INSTRUCTIONS FOR THE TASK:
Show, in full, each line of the data that contains "nodes".

____________

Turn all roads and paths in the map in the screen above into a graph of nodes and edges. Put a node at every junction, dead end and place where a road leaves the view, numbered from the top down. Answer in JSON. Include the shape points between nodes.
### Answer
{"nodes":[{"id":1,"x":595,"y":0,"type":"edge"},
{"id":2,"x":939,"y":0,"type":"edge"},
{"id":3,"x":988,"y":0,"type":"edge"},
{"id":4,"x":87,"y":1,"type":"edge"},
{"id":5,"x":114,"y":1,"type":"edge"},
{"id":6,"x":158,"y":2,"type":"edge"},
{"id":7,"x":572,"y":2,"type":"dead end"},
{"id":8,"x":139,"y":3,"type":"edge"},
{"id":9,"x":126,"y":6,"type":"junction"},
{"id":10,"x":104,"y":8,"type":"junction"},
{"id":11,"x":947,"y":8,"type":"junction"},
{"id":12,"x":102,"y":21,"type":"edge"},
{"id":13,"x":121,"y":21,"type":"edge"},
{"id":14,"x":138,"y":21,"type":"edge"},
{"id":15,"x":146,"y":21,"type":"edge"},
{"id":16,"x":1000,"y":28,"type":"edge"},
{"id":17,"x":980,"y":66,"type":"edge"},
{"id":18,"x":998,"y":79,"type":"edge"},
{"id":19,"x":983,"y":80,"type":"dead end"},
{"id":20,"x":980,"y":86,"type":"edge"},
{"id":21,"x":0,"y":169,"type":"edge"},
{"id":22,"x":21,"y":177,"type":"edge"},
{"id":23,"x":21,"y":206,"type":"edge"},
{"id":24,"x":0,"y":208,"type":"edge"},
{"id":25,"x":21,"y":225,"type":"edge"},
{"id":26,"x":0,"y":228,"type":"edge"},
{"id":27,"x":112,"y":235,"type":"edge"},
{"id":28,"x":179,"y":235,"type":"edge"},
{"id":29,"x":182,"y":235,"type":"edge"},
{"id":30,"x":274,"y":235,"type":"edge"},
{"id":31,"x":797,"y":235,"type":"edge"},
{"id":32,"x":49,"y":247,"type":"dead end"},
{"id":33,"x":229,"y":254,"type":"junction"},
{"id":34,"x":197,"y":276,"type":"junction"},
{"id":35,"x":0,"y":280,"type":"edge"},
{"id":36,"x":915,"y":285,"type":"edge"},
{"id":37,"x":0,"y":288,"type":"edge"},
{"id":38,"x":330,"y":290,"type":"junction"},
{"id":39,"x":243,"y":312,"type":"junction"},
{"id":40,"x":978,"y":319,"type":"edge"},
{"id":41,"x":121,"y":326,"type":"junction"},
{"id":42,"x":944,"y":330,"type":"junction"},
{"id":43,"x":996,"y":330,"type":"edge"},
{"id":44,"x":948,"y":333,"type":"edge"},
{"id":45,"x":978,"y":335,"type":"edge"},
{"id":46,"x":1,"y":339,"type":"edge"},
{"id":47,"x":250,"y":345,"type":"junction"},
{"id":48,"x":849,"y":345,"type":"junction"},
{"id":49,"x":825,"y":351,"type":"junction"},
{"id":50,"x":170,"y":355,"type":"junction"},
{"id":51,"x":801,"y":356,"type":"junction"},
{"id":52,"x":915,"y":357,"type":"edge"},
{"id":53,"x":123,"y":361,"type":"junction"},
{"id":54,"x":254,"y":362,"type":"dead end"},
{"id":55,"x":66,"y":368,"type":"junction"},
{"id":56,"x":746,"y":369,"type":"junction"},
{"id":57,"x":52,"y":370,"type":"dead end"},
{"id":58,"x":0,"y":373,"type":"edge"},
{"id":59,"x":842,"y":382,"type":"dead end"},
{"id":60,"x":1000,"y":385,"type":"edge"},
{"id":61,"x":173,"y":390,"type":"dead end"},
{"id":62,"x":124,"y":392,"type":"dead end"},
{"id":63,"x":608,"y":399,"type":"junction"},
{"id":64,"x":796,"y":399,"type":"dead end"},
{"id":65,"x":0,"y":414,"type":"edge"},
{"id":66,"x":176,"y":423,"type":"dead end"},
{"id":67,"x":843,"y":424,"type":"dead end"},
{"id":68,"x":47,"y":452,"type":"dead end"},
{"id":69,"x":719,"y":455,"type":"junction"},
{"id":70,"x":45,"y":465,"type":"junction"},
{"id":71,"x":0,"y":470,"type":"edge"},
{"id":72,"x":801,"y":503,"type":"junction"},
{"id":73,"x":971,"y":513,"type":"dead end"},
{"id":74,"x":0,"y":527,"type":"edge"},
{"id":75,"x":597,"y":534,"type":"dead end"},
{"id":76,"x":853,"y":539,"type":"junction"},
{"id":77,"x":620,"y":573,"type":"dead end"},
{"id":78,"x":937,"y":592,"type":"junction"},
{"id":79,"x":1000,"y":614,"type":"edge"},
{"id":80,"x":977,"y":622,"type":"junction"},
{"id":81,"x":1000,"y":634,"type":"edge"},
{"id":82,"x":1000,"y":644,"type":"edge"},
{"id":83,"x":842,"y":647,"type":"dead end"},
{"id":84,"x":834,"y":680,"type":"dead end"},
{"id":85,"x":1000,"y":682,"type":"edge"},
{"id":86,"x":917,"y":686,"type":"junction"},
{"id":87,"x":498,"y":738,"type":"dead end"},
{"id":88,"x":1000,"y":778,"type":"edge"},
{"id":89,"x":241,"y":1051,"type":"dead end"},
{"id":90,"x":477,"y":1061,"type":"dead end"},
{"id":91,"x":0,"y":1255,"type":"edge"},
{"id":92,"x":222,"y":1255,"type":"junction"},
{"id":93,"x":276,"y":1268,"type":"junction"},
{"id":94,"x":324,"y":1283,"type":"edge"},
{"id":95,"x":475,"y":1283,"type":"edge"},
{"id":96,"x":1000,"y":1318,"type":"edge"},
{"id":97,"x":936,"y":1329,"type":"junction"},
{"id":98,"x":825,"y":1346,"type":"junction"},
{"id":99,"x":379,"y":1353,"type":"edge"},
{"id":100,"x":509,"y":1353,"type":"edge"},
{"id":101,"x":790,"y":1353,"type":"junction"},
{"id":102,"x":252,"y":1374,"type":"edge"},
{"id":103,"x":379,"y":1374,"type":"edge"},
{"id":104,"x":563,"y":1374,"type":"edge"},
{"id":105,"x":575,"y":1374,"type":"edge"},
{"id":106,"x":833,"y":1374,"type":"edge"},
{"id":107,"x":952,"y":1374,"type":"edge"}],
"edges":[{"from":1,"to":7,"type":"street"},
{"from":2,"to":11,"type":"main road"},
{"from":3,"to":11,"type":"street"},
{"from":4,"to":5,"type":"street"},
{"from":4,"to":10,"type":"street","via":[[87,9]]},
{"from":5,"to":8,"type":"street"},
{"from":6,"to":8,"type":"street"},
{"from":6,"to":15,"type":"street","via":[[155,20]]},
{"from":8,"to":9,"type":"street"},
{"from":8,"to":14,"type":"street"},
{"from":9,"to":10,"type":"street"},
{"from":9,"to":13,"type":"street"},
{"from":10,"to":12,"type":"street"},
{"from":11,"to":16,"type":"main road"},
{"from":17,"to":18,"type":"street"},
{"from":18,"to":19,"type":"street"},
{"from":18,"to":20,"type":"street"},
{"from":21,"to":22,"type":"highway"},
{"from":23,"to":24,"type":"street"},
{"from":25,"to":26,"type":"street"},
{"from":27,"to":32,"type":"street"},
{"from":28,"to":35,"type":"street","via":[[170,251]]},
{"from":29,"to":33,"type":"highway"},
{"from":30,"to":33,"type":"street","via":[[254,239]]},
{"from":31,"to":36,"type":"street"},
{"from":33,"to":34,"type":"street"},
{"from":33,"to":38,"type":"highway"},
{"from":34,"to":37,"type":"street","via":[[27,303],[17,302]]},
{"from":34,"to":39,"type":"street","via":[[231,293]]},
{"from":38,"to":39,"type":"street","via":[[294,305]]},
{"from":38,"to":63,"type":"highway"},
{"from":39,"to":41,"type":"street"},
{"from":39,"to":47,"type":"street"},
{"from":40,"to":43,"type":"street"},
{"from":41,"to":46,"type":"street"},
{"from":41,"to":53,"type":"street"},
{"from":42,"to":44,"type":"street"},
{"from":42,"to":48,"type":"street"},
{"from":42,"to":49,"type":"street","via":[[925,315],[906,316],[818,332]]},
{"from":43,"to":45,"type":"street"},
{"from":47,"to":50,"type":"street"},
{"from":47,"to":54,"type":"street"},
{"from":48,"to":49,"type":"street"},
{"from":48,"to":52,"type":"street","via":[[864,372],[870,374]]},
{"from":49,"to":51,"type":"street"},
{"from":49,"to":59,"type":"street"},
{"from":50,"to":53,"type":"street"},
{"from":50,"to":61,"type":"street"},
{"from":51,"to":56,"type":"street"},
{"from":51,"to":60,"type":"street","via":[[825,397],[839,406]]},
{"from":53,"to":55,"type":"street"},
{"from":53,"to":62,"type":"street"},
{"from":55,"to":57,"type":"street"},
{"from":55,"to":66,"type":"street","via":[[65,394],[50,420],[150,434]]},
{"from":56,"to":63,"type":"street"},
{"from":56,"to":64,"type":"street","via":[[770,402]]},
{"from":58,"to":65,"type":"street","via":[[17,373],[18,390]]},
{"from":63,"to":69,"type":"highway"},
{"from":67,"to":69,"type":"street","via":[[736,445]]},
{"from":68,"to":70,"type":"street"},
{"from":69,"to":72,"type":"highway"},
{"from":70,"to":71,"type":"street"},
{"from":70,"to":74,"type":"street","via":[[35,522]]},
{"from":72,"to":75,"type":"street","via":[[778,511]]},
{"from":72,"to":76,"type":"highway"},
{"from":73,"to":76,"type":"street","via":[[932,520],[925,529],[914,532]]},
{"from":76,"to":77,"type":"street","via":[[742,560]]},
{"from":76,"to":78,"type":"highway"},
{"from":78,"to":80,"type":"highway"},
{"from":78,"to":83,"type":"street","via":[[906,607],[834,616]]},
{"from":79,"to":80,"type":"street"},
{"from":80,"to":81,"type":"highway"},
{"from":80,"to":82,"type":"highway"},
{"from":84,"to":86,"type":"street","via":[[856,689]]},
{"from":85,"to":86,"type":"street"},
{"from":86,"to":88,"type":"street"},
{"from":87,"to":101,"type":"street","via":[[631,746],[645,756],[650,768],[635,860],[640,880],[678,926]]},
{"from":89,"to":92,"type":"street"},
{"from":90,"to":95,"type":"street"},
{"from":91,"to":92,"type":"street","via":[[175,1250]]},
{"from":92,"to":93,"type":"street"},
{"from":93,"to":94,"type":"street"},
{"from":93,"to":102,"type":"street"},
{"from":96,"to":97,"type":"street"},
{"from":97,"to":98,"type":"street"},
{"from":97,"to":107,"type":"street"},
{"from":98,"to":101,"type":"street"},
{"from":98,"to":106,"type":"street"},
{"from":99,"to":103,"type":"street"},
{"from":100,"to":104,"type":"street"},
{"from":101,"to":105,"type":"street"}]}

____________

EXERCISE RESULT:
Turn all roads and paths in the map in the screen above into a graph of nodes and edges. Put a node at every junction, dead end and place where a road leaves the view, numbered from the top down. Answer in JSON. Include the shape points between nodes.
{"nodes":[{"id":1,"x":595,"y":0,"type":"edge"},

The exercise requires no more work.